Advanced Intrusion Detection Environment
Advanced Intrusion Detection Environment — система обнаружения вторжений, изначально созданная как свободная замена Tripwire и распространяющаяся на условиях лицензии GNU General Public License (GPL).
Основными разработчиками являются Rami Lehti и Pablo Virolainen, связанные с Тампереским технологическим университетом, а также независимый нидерландский консультант по безопасности Ричард ван ден Берг. Проект применяется на многих unix-подобных системах в качестве недорогого решения для контроля эталонного состояния системы и выявления руткитов.
Общие сведения
| Advanced Intrusion Detection Environment | |
|---|---|
| Тип | система обнаружения вторжений (HIDS) |
| Разработчики | Rami Lehti, Pablo Virolainen |
| Написана на | C |
| Операционная система | Unix-подобные |
| Последняя версия |
|
| Репозиторий | github.com/aide/aide |
| Лицензия | GNU General Public License |
| Сайт | aide.github.io |
Возможности
AIDE делает «снимок» состояния системы: сохраняет хеши, время изменения и другие данные о файлах, определённых администратором. Этот «снимок» используется для построения базы данных, которая сохраняется и может быть размещена на внешнем носителе для надёжного хранения.

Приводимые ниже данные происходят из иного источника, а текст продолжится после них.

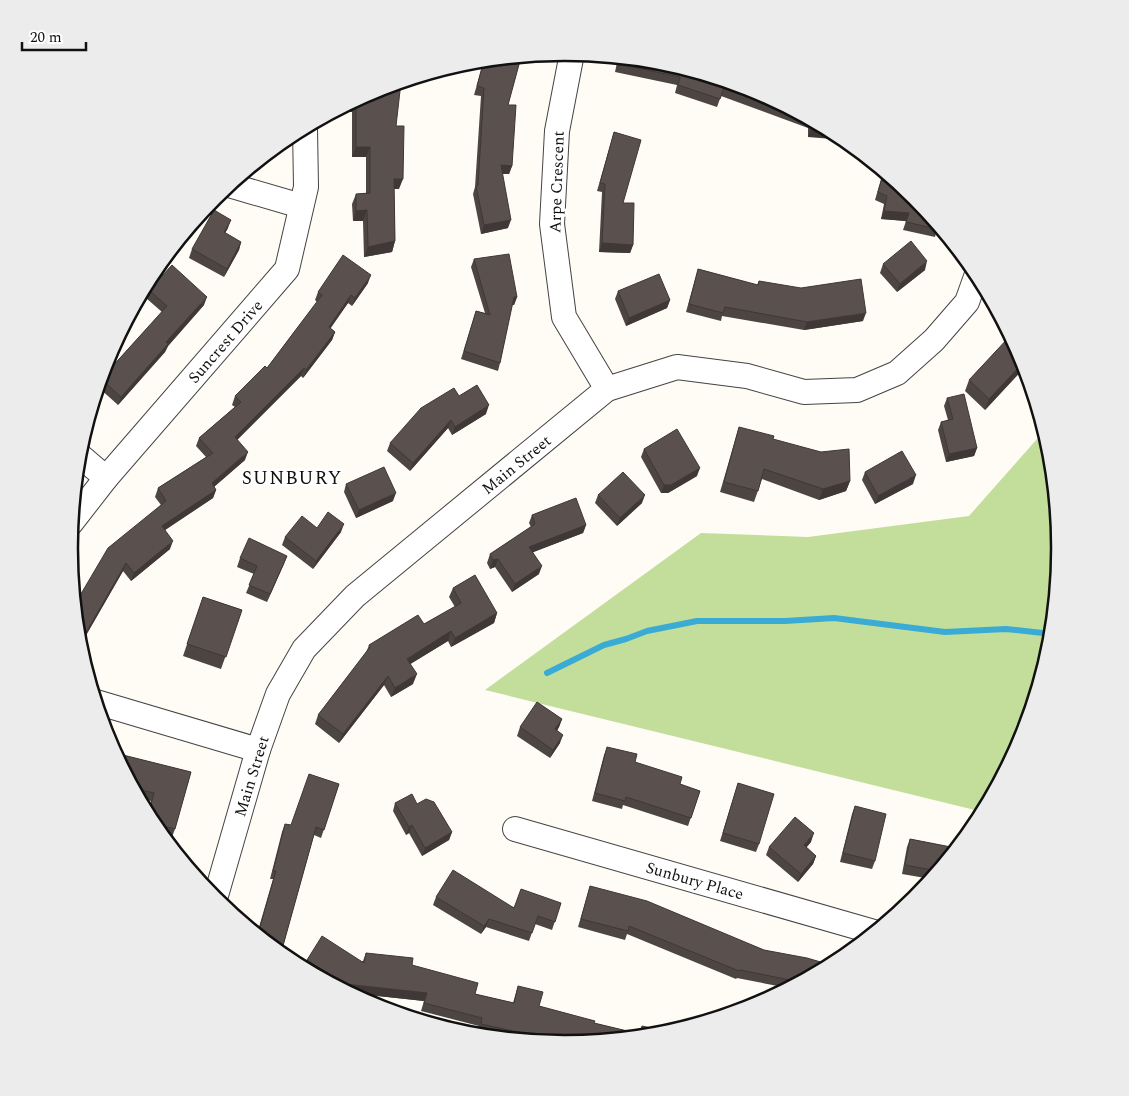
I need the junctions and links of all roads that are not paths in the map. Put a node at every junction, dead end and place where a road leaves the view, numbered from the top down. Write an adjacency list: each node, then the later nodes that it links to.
1 (570, 61): 6 (street, Arpe Crescent)
2 (305, 136): 4 (street, Suncrest Drive)
3 (237, 188): 4 (street)
4 (301, 206): 8 (street, Suncrest Drive)
5 (973, 285): 6 (street, Main Street)
6 (607, 389): 11 (street, Main Street)
7 (86, 461): 8 (street)
8 (106, 478): 9 (street, Suncrest Drive)
9 (79, 512)
10 (104, 704): 11 (street)
11 (258, 750): 13 (street, Main Street)
12 (515, 829): 14 (street, Sunbury Place)
13 (218, 890)
14 (866, 930)

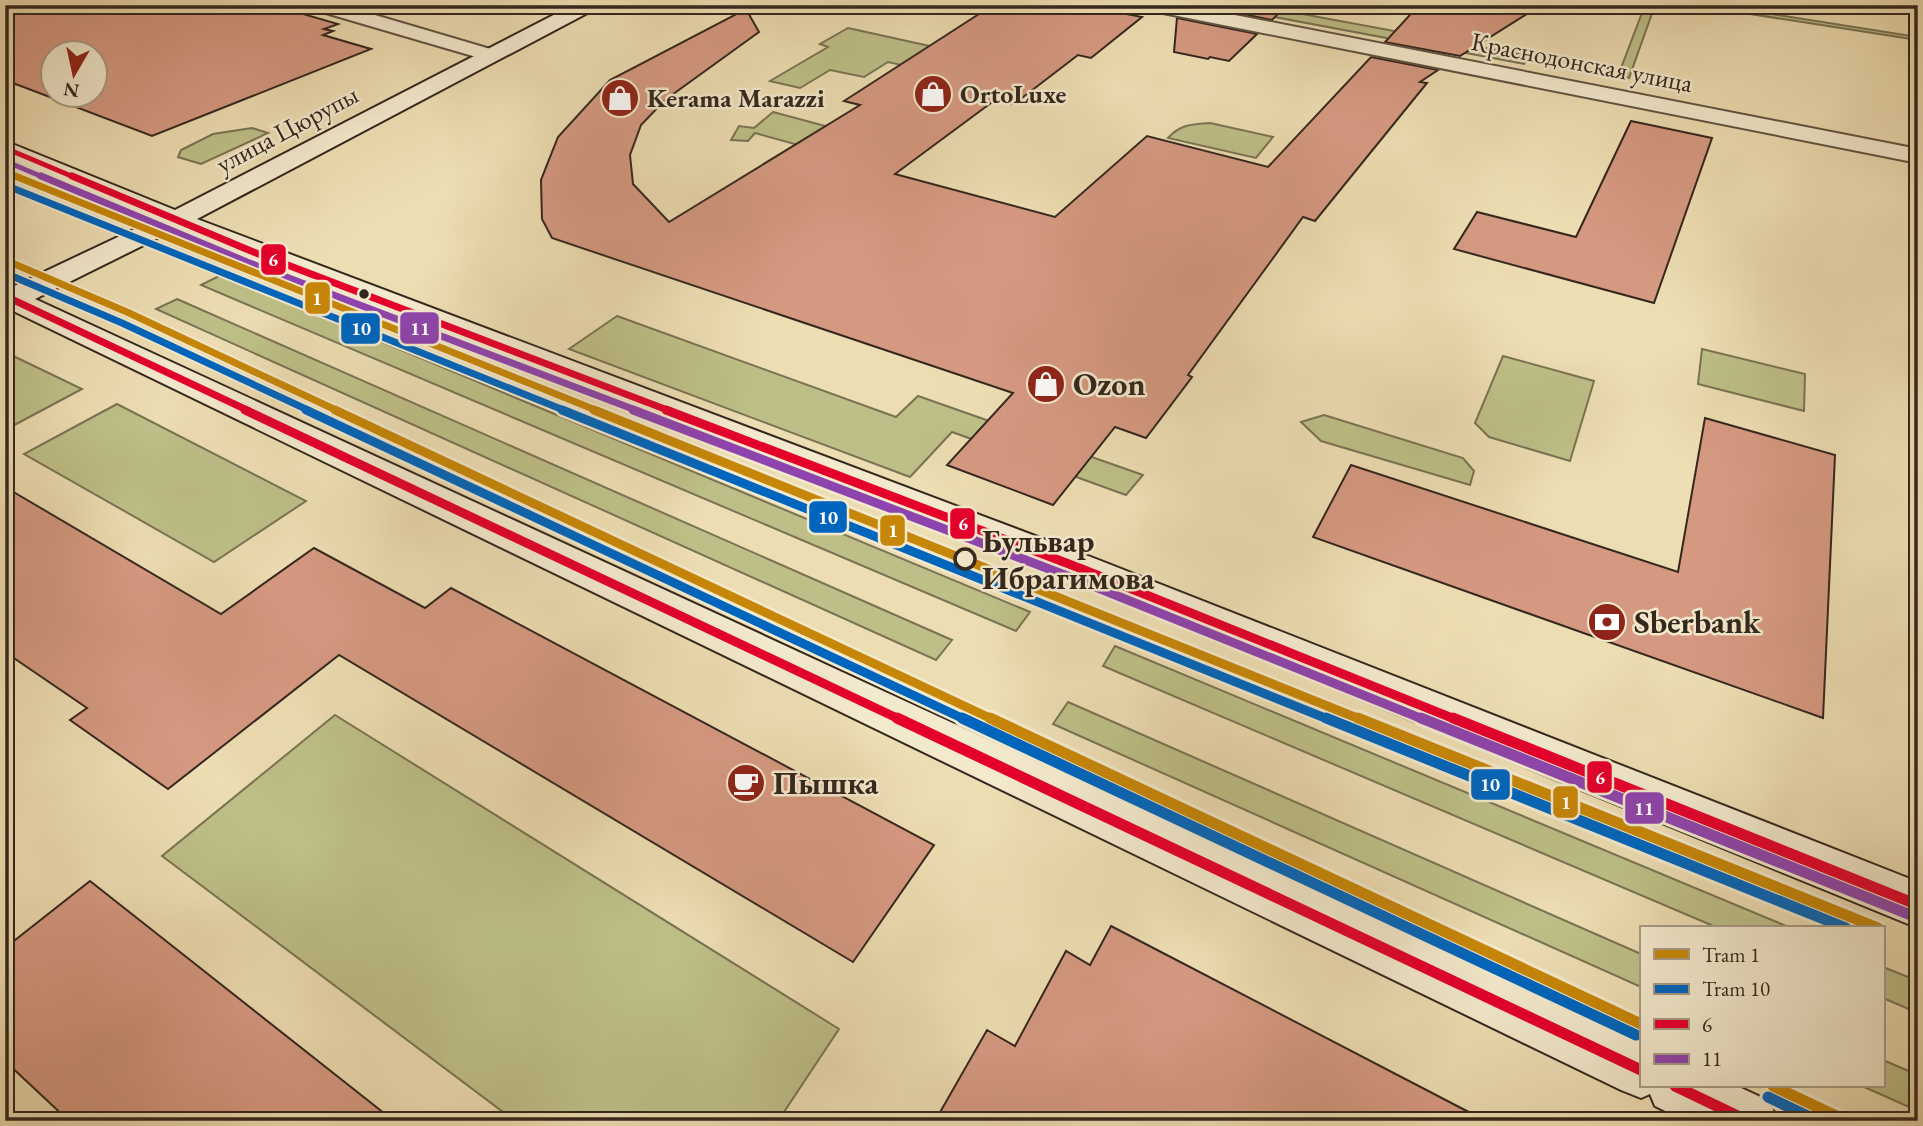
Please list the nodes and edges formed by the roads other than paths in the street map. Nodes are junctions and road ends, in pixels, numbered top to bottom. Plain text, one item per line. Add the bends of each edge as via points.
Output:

Когда администратор запускает проверку целостности, он помещает ранее созданную базу данных в доступное место и указывает AIDE сравнить её с текущим состоянием системы. Если после создания снимка в системе произошли изменения, AIDE обнаружит их и сообщит администратору. Также AIDE может быть настроена на регулярный запуск с ежедневным информированием о изменениях с помощью планировщика задач, например cron, что является стандартным поведением в пакете AIDE для Debian[2].
Это особенно полезно для безопасности: любые вредоносные изменения в системе будут обнаружены и записаны AIDE.